By the time Tess was born I was working at the Commonwealth, which had absorbed the now defunct State Bank. I was on maternity leave by then and it was the month I was due to start back that Lewis first voiced his objections to my return to work. In his view we had two children under the age of five and they needed looking after. He'd just been moved from Broadmeadows to the St Kilda Road complex and I was still in the city. When I patiently explained the idea of crèches and day care centres he exploded.
"The problem with you is that you want to have your cake and eat it too!"
He stormed out to his brother Joe's place and came home at one in the morning in a cab, he was pissed and falling about the place, and as was his habit he wanted a bit of nookie. I refused and he slept on the couch, it was to become a familiar cycle but I was not going to become his mattress whenever he came home drunk.
Another thing that raised its ugly head immediately after Tess was born concerned my attitude towards contraception, something that the Catholic church still can't face up to. The greatest thing to happen to women in the 20th century was not being able to vote, drive cars or own property, these were all great things but the most important advance for women was the humble pill. For the first time in history, women now had the power over their own bodies and that ultimately sparked the feminist revolution that would overturn the old paternalism. I was on the pill after Paul was born and went off it before Tess was conceived, naturally! However my decision to get my tubes tied was seen as a slap in the face to Eileen, from then on she embarked on a campaign to sideline me and the fact that Lewis merely shrugged it off nearly ended our marriage in 1994.

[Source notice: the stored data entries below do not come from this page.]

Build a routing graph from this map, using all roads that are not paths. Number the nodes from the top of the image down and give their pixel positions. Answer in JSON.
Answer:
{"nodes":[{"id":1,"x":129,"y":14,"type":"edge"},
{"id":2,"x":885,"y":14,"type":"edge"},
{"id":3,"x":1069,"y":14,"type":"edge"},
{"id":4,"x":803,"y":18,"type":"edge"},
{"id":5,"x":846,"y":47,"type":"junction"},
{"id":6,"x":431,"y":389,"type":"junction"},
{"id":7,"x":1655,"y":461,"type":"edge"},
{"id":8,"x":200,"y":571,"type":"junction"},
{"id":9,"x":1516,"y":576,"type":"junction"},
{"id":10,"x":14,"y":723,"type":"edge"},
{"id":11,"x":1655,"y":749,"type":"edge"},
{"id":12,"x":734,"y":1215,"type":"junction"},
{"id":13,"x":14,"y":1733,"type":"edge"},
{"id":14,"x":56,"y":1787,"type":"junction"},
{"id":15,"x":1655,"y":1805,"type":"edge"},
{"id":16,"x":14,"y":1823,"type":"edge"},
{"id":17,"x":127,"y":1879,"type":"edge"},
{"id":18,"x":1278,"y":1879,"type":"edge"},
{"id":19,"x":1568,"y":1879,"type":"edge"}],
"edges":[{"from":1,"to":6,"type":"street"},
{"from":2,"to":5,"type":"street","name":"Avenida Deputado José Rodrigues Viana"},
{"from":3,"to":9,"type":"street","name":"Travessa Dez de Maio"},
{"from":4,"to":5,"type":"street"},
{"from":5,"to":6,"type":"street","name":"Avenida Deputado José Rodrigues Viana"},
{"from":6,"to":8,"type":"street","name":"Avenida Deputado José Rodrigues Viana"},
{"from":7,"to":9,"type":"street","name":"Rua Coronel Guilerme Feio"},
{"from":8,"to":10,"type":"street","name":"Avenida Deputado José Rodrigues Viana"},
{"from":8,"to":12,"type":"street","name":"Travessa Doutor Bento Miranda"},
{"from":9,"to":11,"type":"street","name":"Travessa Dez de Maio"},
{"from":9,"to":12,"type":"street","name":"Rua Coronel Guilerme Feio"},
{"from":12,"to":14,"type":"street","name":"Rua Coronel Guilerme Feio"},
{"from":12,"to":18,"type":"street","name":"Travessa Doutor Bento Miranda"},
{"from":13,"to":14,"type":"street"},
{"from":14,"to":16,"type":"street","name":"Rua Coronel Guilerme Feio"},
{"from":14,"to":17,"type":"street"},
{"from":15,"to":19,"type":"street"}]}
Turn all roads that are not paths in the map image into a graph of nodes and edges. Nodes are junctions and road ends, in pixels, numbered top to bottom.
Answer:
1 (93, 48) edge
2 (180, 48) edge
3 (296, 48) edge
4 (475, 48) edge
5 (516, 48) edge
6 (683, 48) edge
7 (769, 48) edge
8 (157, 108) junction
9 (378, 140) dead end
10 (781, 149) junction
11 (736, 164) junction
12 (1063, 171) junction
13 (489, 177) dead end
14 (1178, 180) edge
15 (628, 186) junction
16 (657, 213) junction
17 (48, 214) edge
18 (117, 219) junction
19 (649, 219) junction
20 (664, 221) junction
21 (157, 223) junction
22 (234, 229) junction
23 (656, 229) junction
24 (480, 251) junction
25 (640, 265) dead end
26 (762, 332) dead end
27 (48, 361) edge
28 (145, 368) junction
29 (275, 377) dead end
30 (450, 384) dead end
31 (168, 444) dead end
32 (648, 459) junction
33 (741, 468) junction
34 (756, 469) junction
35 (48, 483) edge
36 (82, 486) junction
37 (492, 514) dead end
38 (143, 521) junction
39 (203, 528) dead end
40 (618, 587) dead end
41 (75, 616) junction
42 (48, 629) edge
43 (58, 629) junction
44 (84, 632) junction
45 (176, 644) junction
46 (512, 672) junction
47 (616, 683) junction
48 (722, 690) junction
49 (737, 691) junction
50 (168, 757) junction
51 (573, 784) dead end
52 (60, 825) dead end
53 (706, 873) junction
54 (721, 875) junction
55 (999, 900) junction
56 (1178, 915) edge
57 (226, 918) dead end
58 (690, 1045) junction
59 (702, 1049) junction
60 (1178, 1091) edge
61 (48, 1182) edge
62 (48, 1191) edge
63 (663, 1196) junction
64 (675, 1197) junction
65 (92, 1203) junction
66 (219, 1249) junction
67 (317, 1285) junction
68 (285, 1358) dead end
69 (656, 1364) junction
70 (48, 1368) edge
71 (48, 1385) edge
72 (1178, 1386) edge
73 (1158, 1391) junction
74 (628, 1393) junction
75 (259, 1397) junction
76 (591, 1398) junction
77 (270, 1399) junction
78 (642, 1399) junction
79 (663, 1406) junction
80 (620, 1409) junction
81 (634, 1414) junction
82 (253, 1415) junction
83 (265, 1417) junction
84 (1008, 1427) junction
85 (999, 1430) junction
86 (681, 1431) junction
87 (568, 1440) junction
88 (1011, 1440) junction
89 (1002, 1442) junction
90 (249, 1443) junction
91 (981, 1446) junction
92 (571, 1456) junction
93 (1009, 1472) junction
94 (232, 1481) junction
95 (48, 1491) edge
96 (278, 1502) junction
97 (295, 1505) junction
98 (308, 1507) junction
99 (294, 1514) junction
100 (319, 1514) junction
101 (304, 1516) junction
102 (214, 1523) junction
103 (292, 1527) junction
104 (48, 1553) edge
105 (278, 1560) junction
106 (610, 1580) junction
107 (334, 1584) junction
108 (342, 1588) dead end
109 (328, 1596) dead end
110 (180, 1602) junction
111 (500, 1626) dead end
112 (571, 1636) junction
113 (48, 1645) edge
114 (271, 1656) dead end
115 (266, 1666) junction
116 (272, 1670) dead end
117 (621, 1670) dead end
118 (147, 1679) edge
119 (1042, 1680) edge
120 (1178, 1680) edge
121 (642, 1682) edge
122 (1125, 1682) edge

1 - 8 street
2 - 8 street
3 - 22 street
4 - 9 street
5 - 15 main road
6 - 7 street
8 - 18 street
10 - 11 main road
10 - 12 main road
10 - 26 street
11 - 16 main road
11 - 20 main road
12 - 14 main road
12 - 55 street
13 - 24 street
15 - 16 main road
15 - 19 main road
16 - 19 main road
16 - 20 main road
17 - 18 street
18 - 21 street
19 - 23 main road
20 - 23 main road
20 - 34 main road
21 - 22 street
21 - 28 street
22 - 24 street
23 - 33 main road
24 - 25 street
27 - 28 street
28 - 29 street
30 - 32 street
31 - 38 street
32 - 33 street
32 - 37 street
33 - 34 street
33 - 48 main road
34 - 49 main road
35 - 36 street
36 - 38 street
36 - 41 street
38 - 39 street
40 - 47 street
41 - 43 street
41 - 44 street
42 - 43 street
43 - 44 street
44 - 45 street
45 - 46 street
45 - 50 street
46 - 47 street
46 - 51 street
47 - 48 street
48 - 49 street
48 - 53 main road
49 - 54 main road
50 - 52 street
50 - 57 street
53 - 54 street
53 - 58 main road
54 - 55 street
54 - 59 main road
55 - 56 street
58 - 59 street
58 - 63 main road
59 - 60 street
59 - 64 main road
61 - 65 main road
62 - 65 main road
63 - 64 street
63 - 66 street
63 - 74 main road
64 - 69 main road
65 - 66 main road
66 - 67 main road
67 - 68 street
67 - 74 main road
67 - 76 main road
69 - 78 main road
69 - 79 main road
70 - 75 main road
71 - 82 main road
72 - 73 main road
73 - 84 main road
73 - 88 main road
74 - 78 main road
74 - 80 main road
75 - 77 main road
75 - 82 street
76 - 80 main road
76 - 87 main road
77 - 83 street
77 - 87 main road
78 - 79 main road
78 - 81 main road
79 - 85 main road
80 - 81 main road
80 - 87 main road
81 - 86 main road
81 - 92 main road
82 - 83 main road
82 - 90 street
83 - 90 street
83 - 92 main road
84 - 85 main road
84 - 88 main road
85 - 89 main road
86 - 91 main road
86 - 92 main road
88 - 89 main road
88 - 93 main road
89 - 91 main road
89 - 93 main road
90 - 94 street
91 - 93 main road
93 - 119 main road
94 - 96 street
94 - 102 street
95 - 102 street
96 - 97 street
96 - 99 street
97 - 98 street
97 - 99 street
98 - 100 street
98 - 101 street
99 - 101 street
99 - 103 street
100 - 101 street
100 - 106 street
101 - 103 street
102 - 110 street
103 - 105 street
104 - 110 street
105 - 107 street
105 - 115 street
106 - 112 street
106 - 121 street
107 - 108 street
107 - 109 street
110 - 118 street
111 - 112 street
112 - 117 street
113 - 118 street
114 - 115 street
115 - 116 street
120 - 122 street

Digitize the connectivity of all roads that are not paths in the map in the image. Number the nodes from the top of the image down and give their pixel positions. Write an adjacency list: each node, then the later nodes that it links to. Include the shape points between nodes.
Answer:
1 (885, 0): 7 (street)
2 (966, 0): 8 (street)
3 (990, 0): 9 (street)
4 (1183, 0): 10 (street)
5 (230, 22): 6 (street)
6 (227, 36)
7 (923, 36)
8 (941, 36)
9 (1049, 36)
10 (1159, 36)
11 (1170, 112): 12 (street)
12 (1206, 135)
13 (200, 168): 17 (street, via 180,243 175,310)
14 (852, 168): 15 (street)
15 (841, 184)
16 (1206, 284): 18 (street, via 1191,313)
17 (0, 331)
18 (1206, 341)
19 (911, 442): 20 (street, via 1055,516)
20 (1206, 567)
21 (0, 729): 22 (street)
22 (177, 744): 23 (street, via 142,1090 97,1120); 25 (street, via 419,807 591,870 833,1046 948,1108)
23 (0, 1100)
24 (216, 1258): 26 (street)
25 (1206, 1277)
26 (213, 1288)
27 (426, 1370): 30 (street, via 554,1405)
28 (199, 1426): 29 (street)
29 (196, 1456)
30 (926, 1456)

What ultimately saved me from pulling the pin was when my employer stepped in and transferred me to the Essendon branch. Normally it was seen as being exiled, the city branch was where the best staff were located, but it meant I could spend more time with the children. Being in the suburbs was like a breath of fresh air, I was amongst people who lived nearby and I soon found a new network of friends and one in particular springs to mind.
Dee was the same age as me. She'd been married for three years in her early twenties but walked out on the 'chauvinist bastard' when she was twenty six and since then she'd broadened her dating pool to include women. She had long brown hair and a good figure, and she gravitated towards me despite the fact that I'd never talked about my adventures with women. That changed one night in November 1995 when we were working later than normal and I let something slip when she came out with a sly comment about women.
"I'm seeing this woman at the moment but I get the feeling she's not that way inclined, she goes so far and then backs off."
"Southern and Coke works."
She raised an eyebrow and I smirked.
"Well it worked for me at least, although she did give a great head massage."
It worked for Dee's latest crush but my admission had merely reignited desires I'd long suppressed and when Dee eventually broke up with her girlfriend the temptation was out there. When I look back now I could so easily have given into my desires and had a fling but whether it was pride, a sense of loyalty or fear of the consequences, I resisted and Dee eventually moved on. She was very much a creature of the night, Dee would eventually settle down with one woman but it took a good ten years afterwards and there were countless trysts in that time.